One of the most dynamic and sought-after tropical fruits on the market, limes have become a mainstay for consumers all over the globe, and demand shows no signs of slowing. However, supply is limited to a handful of locations, namely Mexico, Brazil, India, and China. Though these regions produce huge quantities of limes, events such as extreme weather or disease can disrupt supply. Amidst ever-growing demand for limes, this can cause prices to spike and even leave consumers with shortages. In order to meet growing worldwide demand, suppliers and distributors will need to find new sources of this increasingly popular citrus fruit.

The USA and Europe, the principal markets for lime, source their supply from highly specific regions. For example, 95% of the limes imported to the United States come from Mexico, and this dependency has recently led to unpredictable price spikes. A particularly harsh El Niño climate cycle, combined with concerns over a possible tariff on Mexican imports, caused the price of limes in the United States to skyrocket last year, rising from $1 per kilo to $3 per kilo over a course of a single month.

Likewise, the EU imports almost 95% of its limes from Mexico and Brazil. A report from the CBI, an agency of the Ministry of Foreign Affairs of the Netherlands, notes that, “If one of these main supplying countries is unable to fulfil the demand due to climatic difficulties or other circumstances, opportunities for suppliers from other countries will arise.” Rising demand and weather issues have already caused prices to rise in the US and Europe.

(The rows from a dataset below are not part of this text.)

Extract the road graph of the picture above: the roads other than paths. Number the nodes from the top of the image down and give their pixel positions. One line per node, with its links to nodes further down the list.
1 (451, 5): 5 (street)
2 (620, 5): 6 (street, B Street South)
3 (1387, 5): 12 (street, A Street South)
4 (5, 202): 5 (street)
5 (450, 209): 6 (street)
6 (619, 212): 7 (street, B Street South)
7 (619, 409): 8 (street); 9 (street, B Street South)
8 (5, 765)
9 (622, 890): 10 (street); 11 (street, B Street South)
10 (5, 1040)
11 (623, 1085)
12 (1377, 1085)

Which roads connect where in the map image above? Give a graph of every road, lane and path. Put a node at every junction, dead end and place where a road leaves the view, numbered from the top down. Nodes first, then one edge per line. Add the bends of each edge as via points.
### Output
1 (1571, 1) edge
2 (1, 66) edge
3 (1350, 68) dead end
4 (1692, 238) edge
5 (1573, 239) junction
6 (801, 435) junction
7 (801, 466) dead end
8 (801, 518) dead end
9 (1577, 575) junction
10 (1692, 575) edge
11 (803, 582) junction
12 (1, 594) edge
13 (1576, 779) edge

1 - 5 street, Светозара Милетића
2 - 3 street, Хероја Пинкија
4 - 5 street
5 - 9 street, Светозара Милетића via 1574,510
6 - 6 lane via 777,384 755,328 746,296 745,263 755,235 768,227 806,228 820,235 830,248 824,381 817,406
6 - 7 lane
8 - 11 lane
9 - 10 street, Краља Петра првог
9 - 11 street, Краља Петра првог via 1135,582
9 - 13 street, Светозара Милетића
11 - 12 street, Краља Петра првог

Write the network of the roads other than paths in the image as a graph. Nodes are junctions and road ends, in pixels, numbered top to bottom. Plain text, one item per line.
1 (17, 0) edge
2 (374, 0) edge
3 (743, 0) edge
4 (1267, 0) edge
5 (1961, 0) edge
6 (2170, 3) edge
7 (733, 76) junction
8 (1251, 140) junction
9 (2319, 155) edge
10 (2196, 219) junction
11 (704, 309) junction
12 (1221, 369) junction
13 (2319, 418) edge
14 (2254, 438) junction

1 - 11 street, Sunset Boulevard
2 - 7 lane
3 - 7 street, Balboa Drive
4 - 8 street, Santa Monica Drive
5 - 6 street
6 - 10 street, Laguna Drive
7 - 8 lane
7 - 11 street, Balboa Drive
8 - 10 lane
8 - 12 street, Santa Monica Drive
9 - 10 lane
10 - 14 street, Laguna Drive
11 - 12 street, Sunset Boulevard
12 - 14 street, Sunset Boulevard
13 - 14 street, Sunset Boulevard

New sources of supply are therefore needed to keep prices low, particularly supplies of the most important variety commercially, the Tahiti or Persian Lime. Already, limes from new growing regions have made significant inroads into high-end markets in Europe and the United States, arriving from regions such as Guatemala and Peru, as well as Vietnam. Guatemala exported its first full shipment of finger limes to Europe last year, and also exported Tahiti limes to the EU the previous year. Clearly, the market has ample room for new suppliers.

One of these new entrants to the lime game is Colombia. Its proximity to the USA, the availability of quality agricultural land, and favourable growing climates make it an ideal candidate for the large-scale production and exportation of limes. Currently, infrastructure issues have placed some strain on exports, however the government’s commitment to development projects promises to improve the situation.

Colombia is an emerging economy with strong growth potential and a stable political environment, making it an ideal location for lime growing and export to the USA. Given the on-going trade deficit in limes worldwide, caused largely by climate risks amidst growing demand, the introduction of Colombia with its vast natural resources and warm climate will help to alleviate some of the stress on Mexico and Brazil.

The dependency of the US and Europe on lime imports from such limited regions of production has placed pressure on exporters. This trend has made prices more volatile, hurting consumers and distributors alike. As demand continues to rise and climate concerns continue to grow, importers will look to new regions such as Colombia to fill the gaps in supply and provide consumers with delicious, nutritious limes.